Menurutnya, polisi sempat melakukan penggeledahan kapal, tapi tidak ditemukan barang ilegal.

“ABK berjumlah 32 orang harus diperiksa kesehatannya menggunakan alat rapid test, karena mereka dari zona merah yang masuk ke wilayah Pidie,” kata Wahyudi seperti dilansir serambi, Jumat 5 juni 2020.

Menurut Wahyudi, tindakan itu diambil berdasarkan protokol kesehatan untuk mengantisipasi wabah COVID-19 di Pidie.

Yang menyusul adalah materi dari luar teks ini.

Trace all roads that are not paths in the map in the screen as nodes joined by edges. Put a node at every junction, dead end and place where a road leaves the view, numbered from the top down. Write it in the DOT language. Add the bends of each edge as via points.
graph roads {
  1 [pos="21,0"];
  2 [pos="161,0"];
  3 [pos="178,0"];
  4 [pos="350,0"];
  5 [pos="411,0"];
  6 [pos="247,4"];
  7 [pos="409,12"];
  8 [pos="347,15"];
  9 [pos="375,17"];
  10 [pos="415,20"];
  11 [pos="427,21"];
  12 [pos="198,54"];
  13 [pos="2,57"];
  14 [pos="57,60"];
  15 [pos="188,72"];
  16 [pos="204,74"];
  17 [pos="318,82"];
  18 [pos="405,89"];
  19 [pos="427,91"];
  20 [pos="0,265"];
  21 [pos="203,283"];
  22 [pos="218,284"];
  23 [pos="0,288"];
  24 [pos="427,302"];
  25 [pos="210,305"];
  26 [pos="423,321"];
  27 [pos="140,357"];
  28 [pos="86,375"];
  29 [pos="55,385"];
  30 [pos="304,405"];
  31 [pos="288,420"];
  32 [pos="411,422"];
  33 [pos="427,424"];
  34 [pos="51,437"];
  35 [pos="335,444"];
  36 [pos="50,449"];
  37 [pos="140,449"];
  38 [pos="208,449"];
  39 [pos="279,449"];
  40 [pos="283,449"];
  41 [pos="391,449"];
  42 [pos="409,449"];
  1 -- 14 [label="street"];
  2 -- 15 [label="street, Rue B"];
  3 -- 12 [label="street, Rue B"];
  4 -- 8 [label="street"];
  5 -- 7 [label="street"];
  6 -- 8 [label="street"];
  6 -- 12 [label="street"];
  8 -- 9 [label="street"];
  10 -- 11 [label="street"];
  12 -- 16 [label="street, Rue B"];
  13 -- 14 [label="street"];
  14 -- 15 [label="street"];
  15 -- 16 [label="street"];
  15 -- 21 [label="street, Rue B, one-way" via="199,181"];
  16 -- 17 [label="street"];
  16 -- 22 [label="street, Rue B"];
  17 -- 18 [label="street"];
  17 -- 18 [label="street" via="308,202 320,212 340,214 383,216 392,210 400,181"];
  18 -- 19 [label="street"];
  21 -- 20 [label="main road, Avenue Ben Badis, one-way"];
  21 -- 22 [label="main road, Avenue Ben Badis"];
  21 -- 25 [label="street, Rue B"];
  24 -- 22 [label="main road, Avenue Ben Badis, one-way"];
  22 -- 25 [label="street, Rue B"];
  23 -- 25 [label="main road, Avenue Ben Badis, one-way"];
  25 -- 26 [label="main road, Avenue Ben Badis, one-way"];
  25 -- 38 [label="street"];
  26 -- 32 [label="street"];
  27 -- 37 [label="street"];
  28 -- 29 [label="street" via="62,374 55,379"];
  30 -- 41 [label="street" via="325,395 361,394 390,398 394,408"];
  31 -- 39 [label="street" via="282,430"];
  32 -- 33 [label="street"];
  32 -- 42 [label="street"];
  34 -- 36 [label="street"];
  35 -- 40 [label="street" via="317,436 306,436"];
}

Petugas menggunakan sekoci untuk menjemput ABK guna dilakukan pemeriksaan rapid test. Para nelayan itu terpaksa dijemput dua kali karena KM Sumber Samudera tidak bisa merapat di PPI Kuala Pasi Peukan Baro karena dangkal, sehingga berhenti di tengah laut.

Advertisements

Tim Gugus Covid-19 Pidie terdiri dari petugas Dinas Kesehatan Pidie, Polres Pidie dan Kodim 0102 Pidie yang semuanya dilengkapi (APD) kemudian memeriksa nelayan Sibolga itu.

Rapid test dipimpin Kepala Puskesmas Kota Sigli, dr Eliyanur, yang dilaksanakan di PPI Gampong Kuala Pasi, Peukan Baro, Kecamatan Kota Sigli.

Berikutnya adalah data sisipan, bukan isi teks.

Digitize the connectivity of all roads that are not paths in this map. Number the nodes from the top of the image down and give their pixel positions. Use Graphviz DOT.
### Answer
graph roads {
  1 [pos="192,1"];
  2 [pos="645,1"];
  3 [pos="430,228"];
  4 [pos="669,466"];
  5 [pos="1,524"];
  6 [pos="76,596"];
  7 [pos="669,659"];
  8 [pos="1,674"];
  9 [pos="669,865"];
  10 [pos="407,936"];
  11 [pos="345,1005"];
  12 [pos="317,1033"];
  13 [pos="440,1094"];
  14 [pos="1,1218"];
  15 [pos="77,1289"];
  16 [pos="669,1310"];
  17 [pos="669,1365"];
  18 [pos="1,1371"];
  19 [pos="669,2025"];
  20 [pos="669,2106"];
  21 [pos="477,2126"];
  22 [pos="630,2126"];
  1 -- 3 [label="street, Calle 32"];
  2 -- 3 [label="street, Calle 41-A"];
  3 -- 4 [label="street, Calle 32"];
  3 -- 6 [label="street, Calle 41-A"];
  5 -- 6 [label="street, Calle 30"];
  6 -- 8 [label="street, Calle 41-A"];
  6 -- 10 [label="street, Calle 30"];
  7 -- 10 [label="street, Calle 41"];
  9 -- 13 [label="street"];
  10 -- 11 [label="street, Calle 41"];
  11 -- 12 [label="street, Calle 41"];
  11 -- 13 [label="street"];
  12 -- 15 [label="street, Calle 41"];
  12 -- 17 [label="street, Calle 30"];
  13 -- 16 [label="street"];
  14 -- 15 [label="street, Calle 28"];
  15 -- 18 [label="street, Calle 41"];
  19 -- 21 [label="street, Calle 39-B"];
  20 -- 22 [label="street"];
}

Hasil rapid test yang dilakukan petugas, semua ABK negatif COVID-19.

Disebutkan, nelayan yang dilakukan rapid test masing-masing bernama Syamsul (53) sebagai nakhoda atau tekong kapal. Dia lahir di Kembang Tanjong, Pidie, tetapi sudah menjadi warga Kota Sibolga, Sumut.